The Disarray in Our Prison Management
Monday, December 2, 2024
The problem of overcrowding in jails has never been resolved. The law enforcement authorities need to put forward alternatives to punishment.
THE news about the escape of seven prisoners from Salemba Detention Center, Central Jakarta, did not come as a shock at a time of disarray in our penitentiary system. Escaping prisoners are only one part of the chaotic state of our jails, from disarray within the prison service and illegal levies demanded by prison guards to the distribution of illegal drugs controlled from behind bars.
The government has never carried out proper improvements to the management of jails, meaning that prison escapes and other similar examples of chaos continue to occur. According to Tempo’s records, there have been at least 11 riots and prison escapes in the last five years, including at Salemba. The worst example was the escape of 53 prisoners from Sorong Prison, Southwest Papua in January this year. Just before that, dozens of prisoners caused disarray by threatening guards and throwing firecrackers.

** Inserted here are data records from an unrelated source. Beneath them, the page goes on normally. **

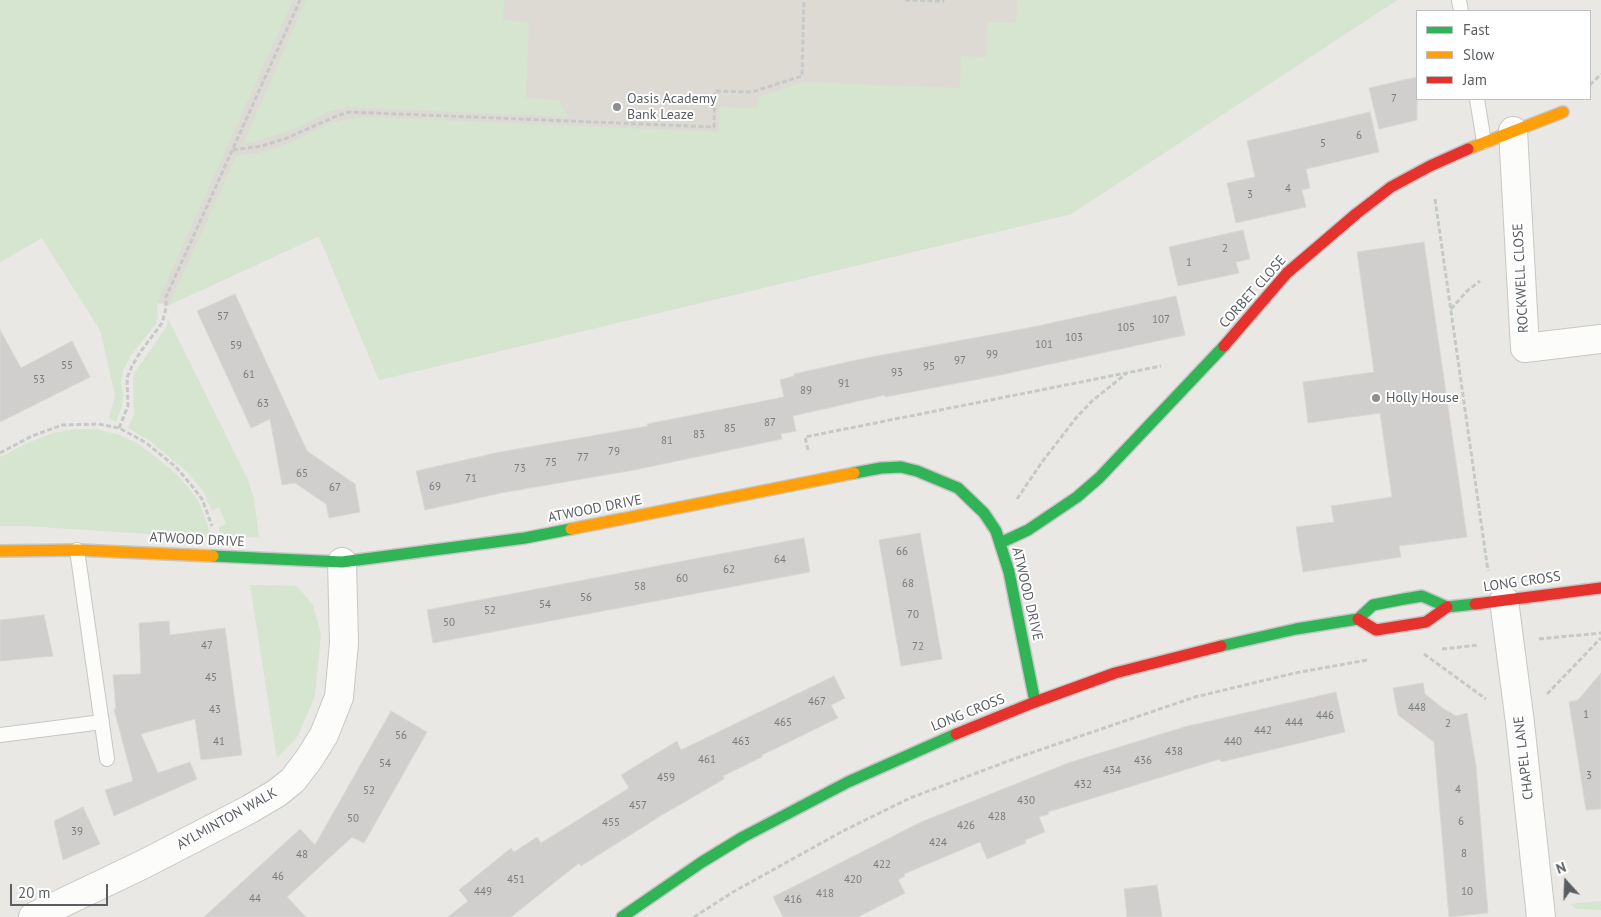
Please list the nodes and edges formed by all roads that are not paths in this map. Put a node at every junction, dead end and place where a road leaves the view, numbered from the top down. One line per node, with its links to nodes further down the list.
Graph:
1 (1477, 100): 4 (lane)
2 (1563, 112): 3 (street, CORBET CLOSE)
3 (1513, 131): 4 (street, CORBET CLOSE); 5 (street, ROCKWELL CLOSE)
4 (1484, 142): 6 (street, CORBET CLOSE)
5 (1601, 339)
6 (1000, 543): 9 (street, ATWOOD DRIVE); 14 (street, ATWOOD DRIVE)
7 (77, 550): 8 (street, ATWOOD DRIVE); 9 (street, ATWOOD DRIVE); 15 (lane)
8 (0, 551)
9 (342, 562): 18 (street, AYLMINTON WALK)
10 (1601, 588): 11 (street, LONG CROSS)
11 (1498, 601): 12 (street, LONG CROSS); 20 (street, CHAPEL LANE)
12 (1447, 607): 13 (street, LONG CROSS); 13 (street, LONG CROSS)
13 (1358, 619): 14 (street, LONG CROSS)
14 (1035, 702): 19 (street, LONG CROSS)
15 (102, 722): 16 (lane); 17 (lane)
16 (0, 735)
17 (107, 758)
18 (33, 917)
19 (622, 917)
20 (1541, 917)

One of the causes of all this disarray in the management of our correctional facilities is overcrowding. According to the Immigration and Penitentiary Affairs Ministry, in 2024 there are more than 270,000 detainees and convicts, while the capacity of prisons is only 145,000. This overcrowding has caused psychological problems for prisoners. As a result, they easily give in to their emotions and trigger conflicts, try to escape and cause trouble in other ways.

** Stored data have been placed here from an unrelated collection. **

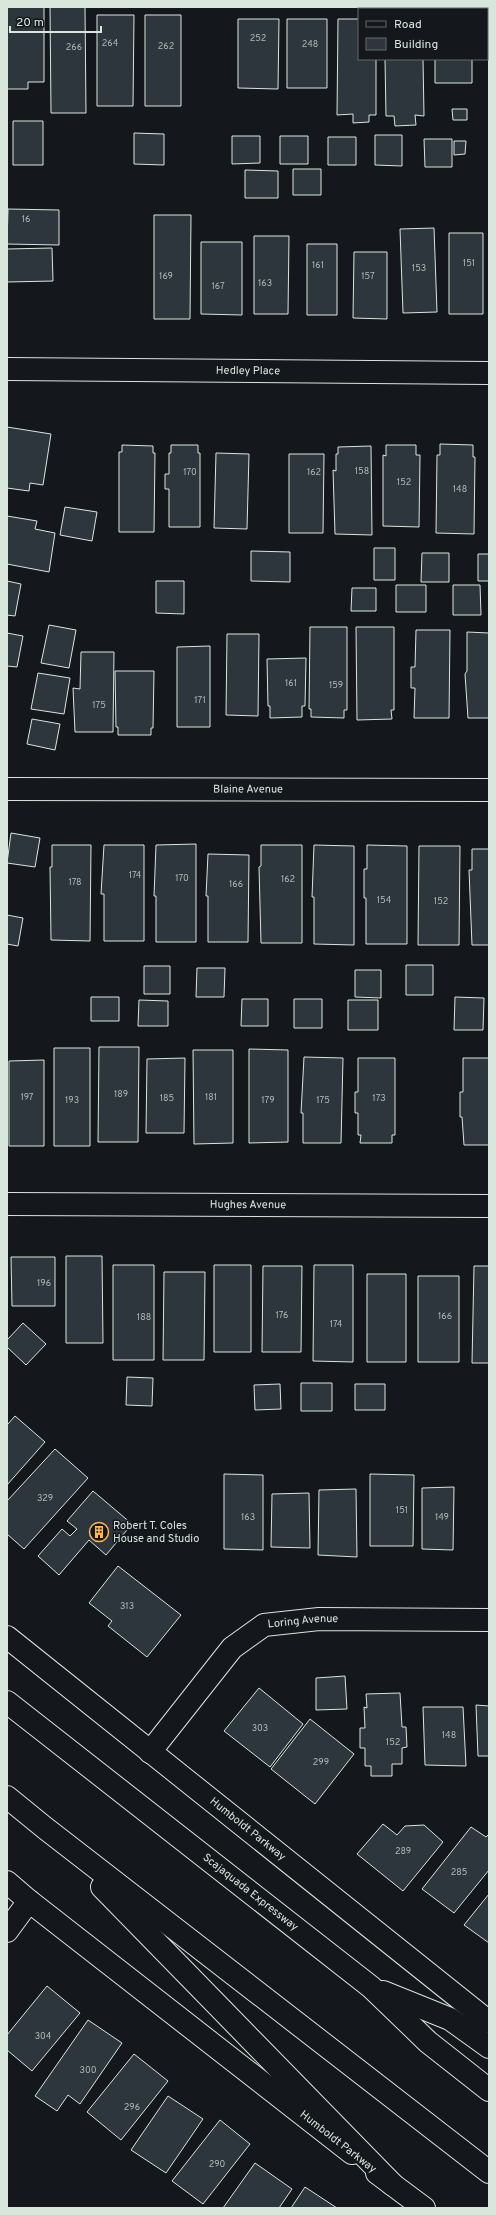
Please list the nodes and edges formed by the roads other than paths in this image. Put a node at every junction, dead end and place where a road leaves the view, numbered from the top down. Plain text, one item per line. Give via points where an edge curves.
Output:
1 (7, 369) edge
2 (489, 373) edge
3 (7, 789) edge
4 (489, 790) edge
5 (7, 1204) edge
6 (489, 1206) edge
7 (489, 1620) edge
8 (7, 1637) edge
9 (7, 1702) edge
10 (150, 1752) junction
11 (7, 1797) edge
12 (45, 1828) junction
13 (7, 1882) edge
14 (29, 1901) junction
15 (7, 1931) edge
16 (371, 1987) junction
17 (489, 2022) edge
18 (489, 2047) edge
19 (489, 2090) edge
20 (489, 2172) edge
21 (392, 2184) junction
22 (424, 2208) edge

1 - 2 main road, Hedley Place
3 - 4 main road, Blaine Avenue
5 - 6 main road, Hughes Avenue
7 - 10 main road, Loring Avenue via 319,1619 264,1625 232,1648
8 - 10 main road, Humboldt Parkway
9 - 16 main road, Scajaquada Expressway
10 - 17 main road, Humboldt Parkway
11 - 12 main road
12 - 20 main road
12 - 21 main road
13 - 14 main road, Humboldt Parkway
14 - 15 main road
14 - 21 main road, Humboldt Parkway
16 - 18 main road via 450,2019
16 - 19 main road, Scajaquada Expressway via 428,2042
21 - 22 main road, Humboldt Parkway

The overcrowding in correctional facilities is caused by the law enforcement paradigm that is still oriented towards jailing people as a way of dealing with criminal cases. People have a perception that the success of law enforcement is measured in the ability to put perpetrators in cells. Therefore, law enforcement officials ignore the fact that there are other ways to improve the conduct of criminals. For example, it is better to send drug users to rehabilitation facilities than to prisons. Drugs convicts and detainees are the reason detention houses are overcrowded because they number more than 120,000 individuals, or almost half of the total population of prisons across Indonesia.
And it is by no means certain that an orientation towards jailing people is a successful way to break the chain of crime. Locked up in their cells, criminals are initially expected to improve themselves and learn their lesson. It is believed that the longer the sentence, the greater the deterrent effect. But the fact is prisons are actually becoming training grounds that turn petty crime convicts into major criminals. In many drugs cases, people who were initially only drug traffickers end up controlling narcotics networks because they have been associating with dealers.

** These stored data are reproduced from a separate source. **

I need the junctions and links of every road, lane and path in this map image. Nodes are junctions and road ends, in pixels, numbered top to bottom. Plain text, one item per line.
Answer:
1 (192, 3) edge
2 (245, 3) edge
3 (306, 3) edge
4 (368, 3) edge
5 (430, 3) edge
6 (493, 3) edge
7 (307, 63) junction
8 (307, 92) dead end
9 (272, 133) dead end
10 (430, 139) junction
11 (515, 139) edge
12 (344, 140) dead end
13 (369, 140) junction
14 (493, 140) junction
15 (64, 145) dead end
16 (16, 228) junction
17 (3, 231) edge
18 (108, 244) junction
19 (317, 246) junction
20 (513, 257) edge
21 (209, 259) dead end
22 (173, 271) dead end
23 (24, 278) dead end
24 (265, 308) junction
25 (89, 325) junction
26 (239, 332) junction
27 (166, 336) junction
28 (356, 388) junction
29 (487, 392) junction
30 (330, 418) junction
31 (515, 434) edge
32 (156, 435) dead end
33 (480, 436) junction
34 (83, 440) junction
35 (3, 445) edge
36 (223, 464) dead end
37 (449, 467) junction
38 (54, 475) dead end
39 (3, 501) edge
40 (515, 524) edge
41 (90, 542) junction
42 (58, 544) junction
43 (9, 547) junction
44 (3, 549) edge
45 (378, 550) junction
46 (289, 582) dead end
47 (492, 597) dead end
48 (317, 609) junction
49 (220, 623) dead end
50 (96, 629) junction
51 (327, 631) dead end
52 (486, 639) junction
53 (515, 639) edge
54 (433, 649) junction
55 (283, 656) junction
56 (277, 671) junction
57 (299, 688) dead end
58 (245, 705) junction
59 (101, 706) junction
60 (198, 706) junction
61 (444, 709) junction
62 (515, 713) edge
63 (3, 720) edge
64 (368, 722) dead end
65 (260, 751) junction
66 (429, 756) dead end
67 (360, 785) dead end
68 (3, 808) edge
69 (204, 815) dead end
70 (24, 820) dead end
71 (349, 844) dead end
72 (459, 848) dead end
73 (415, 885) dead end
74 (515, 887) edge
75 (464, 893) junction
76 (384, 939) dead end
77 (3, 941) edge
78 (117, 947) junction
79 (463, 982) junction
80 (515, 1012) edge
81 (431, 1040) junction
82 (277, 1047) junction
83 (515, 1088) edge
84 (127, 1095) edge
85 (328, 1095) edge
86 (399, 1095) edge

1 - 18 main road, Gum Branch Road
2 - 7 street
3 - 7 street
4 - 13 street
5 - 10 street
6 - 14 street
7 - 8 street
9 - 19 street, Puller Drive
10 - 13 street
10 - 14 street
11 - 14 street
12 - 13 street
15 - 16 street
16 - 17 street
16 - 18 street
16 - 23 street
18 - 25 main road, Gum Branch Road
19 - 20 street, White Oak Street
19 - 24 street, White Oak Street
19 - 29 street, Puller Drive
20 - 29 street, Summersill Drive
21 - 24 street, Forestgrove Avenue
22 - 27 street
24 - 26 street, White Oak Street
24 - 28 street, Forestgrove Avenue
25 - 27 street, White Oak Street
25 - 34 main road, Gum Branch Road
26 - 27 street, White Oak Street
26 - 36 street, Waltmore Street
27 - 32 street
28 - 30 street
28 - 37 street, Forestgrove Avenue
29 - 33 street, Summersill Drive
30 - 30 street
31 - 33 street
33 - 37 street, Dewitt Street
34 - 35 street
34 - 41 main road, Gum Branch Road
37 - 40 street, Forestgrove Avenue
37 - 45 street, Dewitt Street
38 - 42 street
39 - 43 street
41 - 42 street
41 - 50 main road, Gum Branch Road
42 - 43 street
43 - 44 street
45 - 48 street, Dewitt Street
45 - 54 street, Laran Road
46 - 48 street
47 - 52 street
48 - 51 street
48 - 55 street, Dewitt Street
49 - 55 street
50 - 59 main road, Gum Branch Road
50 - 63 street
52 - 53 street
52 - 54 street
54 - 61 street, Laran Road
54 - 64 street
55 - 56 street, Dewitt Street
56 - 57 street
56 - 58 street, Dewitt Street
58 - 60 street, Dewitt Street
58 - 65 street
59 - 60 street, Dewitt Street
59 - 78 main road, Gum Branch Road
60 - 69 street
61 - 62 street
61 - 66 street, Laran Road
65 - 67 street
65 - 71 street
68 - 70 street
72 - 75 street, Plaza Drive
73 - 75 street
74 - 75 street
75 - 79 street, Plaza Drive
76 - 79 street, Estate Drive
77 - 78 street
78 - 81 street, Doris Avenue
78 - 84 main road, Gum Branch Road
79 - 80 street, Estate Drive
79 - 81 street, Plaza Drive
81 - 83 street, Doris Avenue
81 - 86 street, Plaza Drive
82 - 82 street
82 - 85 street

There needs to be a change in the orientation of punishment in our criminal justice system, which has long simply confined people in cells, in order to improve the chaotic state of our jails. Law enforcement officials and the courts have been too eager to send small time offenders such as drug addicts to jail. They must have the courage to recommend that drug users undergo rehabilitation and impose community service orders on those convicted of petty crimes.
Allowing the disarray in the management of detention houses to continue opens up the possibility of more escapes and riots events occurring in the future.